José Ibañez, coordinador de la Alianza por las Compras con Impacto en México explicó en la presentación, que uno de los principales retos es encontrar proveedores que, además de generar un impacto social o ambiental, puedan responder a las exigencias de las grandes empresas en materia de escala, calidad y precio. A ello se suman procesos internos que pueden convertirse en una barrera para las mipymes.
Otro de los resultados sobresalientes fue que el 48% de las empresas participantes identifica como obstáculos los procesos rígidos para dar de alta proveedores, la excesiva documentación y los plazos de pago de 30, 60 o hasta 90 días. Otro 43% señala dificultades para identificar una oferta visible de proveedores de impacto y persiste la percepción de que este tipo de soluciones implica mayores costos.
“Lo que más me llamó la atención es la avidez o las ganas de los corporativos de tratar de resolver estos problemas. Muchos corporativos se han dado cuenta de que dentro de sus cadenas de valor ya tienen muchas empresas de impacto, que son estas empresas que resuelven también problemas sociales y ambientales”, dijo Pedro Martínez, presidente de ANDE Latinoamérica.
Por ahora, el componente ambiental tiene una mayor presencia en las estrategias de compra que la inclusión de grupos específicos. El 71% de las empresas consultadas trabaja en temas relacionados con circularidad y gestión de residuos; el 57% busca apoyar a mipymes locales y el 48% incorpora objetivos de descarbonización.
En cambio, el 43% compra a negocios de impacto social, el 33% incluye criterios relacionados con empresas lideradas o integradas por mujeres, el 19% considera a población indígena y afrodescendiente y solo el 9% contempla a la población LGBT+.
Esta diferencia, señala el estudio, responde en parte a que los temas ambientales cuentan con un ecosistema más desarrollado de certificaciones, métricas y proveedores, mientras que la medición y definición del impacto social todavía enfrenta mayores dificultades.
En el reporte, las empresas mexicanas impulsan su agenda de compras sostenibles porque el 62% menciona que se alinean a sus objetivos ambientales, sociales y de gobernanza (ESG) y el 52% considera que se impulsa la innovación, mientras que otra parte del 52% que respondieron la encuesta dice que los hace para cumplir políticas o regulaciones locales y solo el 29% considera la reducción de costos.

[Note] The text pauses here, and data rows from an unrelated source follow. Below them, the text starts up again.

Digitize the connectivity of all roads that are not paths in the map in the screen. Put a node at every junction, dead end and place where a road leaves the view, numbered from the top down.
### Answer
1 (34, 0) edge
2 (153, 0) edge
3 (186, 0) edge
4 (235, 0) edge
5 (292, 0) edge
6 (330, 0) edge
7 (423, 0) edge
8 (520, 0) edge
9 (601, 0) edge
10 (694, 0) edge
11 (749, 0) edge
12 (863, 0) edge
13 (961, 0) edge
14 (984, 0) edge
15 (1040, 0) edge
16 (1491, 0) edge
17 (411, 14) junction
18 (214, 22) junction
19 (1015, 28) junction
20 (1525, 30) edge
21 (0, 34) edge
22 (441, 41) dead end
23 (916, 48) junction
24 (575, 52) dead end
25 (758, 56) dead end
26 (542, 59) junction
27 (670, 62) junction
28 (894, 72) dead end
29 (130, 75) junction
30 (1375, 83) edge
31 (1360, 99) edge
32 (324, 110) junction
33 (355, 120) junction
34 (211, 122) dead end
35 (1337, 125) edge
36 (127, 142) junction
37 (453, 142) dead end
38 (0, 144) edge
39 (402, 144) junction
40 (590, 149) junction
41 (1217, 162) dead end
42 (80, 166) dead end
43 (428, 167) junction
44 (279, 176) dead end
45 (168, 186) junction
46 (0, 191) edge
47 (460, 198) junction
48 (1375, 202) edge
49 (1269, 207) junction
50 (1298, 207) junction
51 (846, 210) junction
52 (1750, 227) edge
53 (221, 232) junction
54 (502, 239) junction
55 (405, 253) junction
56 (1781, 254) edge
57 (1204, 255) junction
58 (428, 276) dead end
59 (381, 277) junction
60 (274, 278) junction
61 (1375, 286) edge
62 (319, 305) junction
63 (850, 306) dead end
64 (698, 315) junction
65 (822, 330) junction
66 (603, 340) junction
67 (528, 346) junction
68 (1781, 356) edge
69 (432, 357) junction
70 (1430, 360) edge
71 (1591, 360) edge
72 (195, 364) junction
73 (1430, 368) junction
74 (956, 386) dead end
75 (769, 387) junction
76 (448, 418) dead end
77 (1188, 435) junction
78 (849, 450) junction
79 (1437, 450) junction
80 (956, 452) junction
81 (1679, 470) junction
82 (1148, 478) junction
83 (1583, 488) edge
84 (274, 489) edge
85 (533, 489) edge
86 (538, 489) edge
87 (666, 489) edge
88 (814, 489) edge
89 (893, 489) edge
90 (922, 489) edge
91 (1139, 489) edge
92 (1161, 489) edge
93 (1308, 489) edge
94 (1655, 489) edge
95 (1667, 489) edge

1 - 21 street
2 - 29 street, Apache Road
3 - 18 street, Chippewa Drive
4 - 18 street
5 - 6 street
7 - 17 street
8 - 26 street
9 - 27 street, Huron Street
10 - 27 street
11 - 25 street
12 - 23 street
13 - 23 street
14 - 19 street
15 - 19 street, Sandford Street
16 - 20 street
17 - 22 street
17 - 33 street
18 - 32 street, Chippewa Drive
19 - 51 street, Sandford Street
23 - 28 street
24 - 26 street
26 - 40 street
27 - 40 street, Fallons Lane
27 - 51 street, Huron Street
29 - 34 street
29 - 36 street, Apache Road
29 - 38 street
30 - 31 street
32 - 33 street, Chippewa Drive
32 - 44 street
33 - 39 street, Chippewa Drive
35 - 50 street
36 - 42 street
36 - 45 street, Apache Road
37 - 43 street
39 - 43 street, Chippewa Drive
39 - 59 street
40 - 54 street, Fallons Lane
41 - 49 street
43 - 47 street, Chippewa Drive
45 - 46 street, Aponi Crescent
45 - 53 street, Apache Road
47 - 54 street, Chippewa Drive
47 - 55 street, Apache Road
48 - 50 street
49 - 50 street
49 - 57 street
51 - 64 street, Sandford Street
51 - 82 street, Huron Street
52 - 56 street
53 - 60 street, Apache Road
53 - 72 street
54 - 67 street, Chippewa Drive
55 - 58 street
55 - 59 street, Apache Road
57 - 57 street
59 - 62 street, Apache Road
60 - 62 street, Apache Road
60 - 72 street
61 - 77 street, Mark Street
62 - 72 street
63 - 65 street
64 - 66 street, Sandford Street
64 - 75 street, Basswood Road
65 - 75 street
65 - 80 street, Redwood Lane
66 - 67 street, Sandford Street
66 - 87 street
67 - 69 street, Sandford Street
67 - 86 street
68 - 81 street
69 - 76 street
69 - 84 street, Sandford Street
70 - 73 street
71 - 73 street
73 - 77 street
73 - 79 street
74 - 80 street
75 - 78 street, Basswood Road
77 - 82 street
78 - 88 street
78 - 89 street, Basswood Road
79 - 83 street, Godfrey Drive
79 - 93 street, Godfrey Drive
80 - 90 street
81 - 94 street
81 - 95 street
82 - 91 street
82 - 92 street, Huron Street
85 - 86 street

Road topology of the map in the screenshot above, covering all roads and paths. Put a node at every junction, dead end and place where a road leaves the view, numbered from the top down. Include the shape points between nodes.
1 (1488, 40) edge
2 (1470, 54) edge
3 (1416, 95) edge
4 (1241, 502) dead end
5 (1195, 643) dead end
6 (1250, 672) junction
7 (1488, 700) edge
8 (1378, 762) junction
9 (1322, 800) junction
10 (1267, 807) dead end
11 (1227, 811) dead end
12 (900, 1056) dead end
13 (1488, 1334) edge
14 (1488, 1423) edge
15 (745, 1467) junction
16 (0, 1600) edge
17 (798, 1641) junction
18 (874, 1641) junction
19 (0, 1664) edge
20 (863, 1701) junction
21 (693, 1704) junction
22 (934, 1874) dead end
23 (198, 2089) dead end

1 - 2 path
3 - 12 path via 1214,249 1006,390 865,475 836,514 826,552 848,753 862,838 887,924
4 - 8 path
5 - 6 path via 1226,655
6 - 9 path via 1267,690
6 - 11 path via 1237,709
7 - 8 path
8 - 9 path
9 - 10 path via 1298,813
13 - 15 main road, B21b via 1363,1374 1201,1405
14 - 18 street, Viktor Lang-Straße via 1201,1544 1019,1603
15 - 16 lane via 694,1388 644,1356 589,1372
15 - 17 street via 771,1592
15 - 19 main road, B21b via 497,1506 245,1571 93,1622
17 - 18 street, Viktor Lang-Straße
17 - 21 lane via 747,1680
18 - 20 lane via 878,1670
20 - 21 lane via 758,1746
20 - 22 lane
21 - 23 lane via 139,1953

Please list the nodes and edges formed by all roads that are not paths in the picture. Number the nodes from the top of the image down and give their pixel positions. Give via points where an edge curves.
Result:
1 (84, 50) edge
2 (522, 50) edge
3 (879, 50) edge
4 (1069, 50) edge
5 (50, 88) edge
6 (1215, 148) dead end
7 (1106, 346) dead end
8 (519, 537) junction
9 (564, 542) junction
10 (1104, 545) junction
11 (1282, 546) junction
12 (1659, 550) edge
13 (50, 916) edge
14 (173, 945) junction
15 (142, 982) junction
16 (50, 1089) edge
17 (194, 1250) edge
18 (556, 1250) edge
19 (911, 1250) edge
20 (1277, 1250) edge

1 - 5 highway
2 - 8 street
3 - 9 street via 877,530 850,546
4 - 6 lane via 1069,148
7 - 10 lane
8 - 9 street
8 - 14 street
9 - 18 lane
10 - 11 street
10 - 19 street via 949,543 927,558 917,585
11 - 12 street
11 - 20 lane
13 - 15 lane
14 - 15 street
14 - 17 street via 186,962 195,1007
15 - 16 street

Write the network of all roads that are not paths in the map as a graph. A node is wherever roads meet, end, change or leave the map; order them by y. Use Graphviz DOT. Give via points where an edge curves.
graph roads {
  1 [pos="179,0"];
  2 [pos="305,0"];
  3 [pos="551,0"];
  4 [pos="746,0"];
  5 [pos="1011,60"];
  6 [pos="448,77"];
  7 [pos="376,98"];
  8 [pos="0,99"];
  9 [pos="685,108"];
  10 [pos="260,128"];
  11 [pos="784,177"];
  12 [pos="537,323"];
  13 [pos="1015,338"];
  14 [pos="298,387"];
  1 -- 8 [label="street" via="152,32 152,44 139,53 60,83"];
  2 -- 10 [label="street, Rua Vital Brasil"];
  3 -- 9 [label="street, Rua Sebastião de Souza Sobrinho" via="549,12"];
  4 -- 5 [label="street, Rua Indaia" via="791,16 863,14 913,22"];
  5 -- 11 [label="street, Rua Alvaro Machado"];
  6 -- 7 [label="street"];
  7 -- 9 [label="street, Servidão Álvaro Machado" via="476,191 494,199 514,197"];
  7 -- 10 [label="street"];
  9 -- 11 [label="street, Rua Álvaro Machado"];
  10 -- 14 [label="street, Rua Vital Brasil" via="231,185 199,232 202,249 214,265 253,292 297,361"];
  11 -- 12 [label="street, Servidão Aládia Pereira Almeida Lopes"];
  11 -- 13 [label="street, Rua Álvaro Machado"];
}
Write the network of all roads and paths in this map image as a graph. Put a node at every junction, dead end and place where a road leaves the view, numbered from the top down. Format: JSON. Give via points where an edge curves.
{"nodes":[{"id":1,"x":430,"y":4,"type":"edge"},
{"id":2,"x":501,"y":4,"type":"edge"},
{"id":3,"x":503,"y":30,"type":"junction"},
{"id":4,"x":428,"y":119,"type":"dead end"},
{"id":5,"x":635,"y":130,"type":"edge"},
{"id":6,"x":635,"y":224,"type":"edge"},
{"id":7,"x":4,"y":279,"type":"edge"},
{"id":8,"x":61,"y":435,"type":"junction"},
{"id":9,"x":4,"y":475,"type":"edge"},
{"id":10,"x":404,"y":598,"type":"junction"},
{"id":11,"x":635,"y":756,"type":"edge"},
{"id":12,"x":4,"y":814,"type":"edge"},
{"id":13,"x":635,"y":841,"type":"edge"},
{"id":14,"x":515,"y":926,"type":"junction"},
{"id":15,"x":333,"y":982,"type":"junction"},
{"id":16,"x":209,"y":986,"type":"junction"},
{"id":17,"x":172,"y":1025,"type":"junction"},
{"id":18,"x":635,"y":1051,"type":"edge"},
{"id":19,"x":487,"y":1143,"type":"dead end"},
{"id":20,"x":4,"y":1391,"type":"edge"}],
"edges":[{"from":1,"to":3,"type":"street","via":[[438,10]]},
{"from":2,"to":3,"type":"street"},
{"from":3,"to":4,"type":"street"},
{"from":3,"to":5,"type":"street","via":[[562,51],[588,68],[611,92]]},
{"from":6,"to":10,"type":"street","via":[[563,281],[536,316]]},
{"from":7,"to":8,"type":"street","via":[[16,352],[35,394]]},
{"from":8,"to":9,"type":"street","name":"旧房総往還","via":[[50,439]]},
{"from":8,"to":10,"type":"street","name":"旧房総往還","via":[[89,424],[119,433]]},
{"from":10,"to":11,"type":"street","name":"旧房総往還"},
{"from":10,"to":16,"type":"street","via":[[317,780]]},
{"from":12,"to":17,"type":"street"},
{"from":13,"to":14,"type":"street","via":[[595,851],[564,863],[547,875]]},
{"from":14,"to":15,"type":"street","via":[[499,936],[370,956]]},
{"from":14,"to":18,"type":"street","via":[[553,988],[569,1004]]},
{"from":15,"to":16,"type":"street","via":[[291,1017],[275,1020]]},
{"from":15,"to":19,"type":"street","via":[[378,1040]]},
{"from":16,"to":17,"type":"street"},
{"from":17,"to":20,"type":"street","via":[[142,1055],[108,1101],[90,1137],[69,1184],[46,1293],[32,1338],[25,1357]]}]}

El problema es que todavía existen dificultades para demostrar el resultado de estas estrategias. La mitad de las corporaciones no incorpora datos de impacto en sus sistemas y el 35% no mide los resultados de sus compras, lo que limita la construcción de un caso de negocio y dificulta que estas iniciativas pasen de proyectos aislados a una política permanente.